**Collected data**
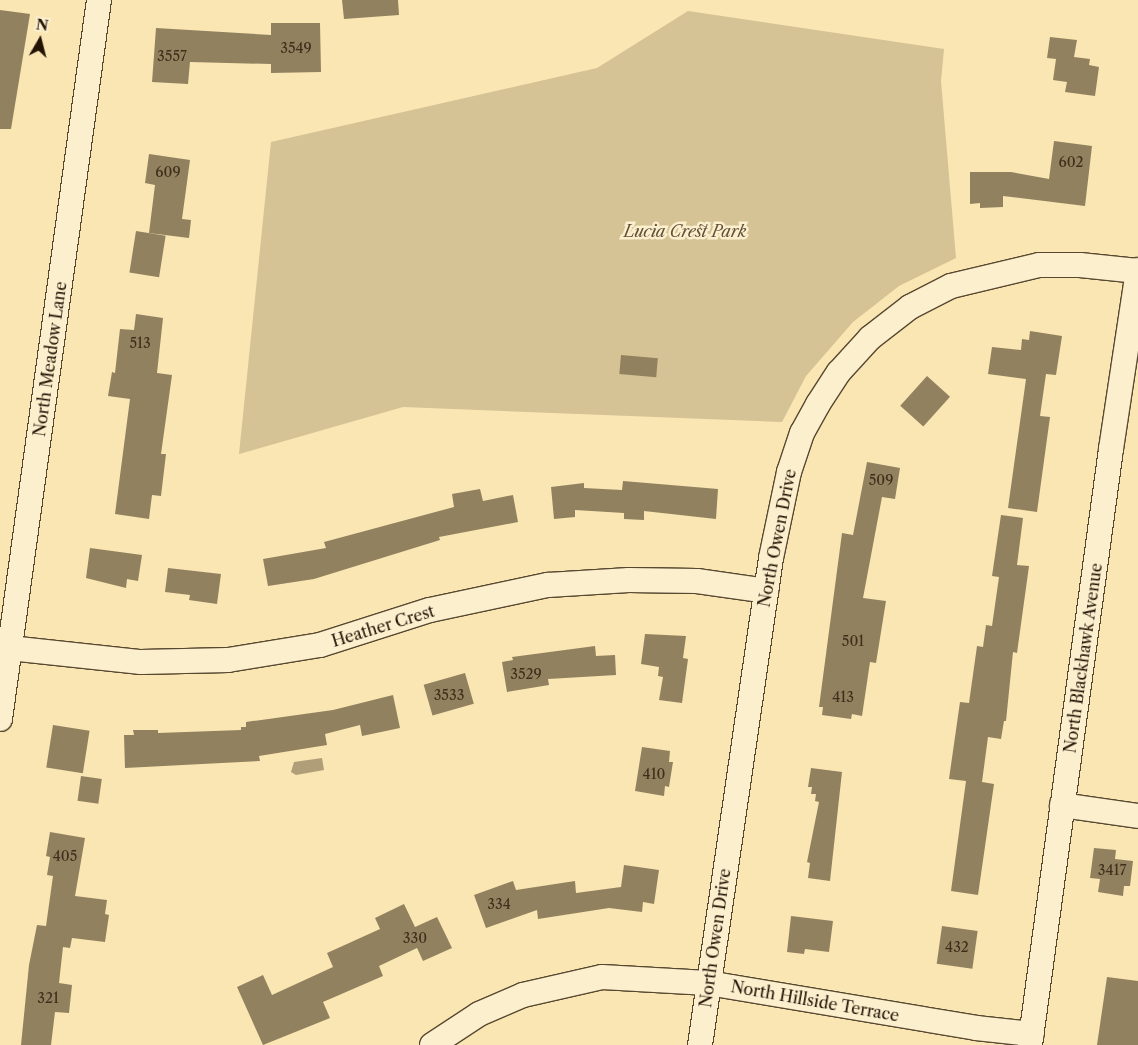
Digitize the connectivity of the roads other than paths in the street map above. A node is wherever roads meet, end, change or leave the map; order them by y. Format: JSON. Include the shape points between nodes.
{"nodes":[{"id":1,"x":100,"y":0,"type":"edge"},
{"id":2,"x":1138,"y":271,"type":"edge"},
{"id":3,"x":766,"y":591,"type":"junction"},
{"id":4,"x":5,"y":648,"type":"edge"},
{"id":5,"x":0,"y":719,"type":"edge"},
{"id":6,"x":1062,"y":806,"type":"junction"},
{"id":7,"x":1138,"y":816,"type":"edge"},
{"id":8,"x":708,"y":983,"type":"junction"},
{"id":9,"x":1031,"y":1040,"type":"edge"},
{"id":10,"x":432,"y":1045,"type":"edge"},
{"id":11,"x":700,"y":1045,"type":"edge"}],
"edges":[{"from":1,"to":4,"type":"street","name":"North Meadow Lane"},
{"from":2,"to":3,"type":"street","name":"North Owen Drive","via":[[1039,265],[976,278],[910,307],[870,338],[839,372],[802,433],[789,472]]},
{"from":2,"to":6,"type":"street","name":"North Blackhawk Avenue"},
{"from":3,"to":4,"type":"street","name":"Heather Crest","via":[[697,581],[630,580],[548,585],[430,610],[320,645],[228,660],[140,662]]},
{"from":3,"to":8,"type":"street","name":"North Owen Drive"},
{"from":4,"to":5,"type":"street","name":"North Meadow Lane"},
{"from":6,"to":7,"type":"street"},
{"from":6,"to":9,"type":"street","name":"North Blackhawk Avenue"},
{"from":8,"to":9,"type":"street","name":"North Hillside Terrace"},
{"from":8,"to":10,"type":"street","name":"North Hillside Terrace","via":[[602,977],[554,986],[479,1014]]},
{"from":8,"to":11,"type":"street","name":"North Owen Drive"}]}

**Problem details**
Where a line above contains the string "Meadow", tally it, then give the number alone.

**Written solution**
2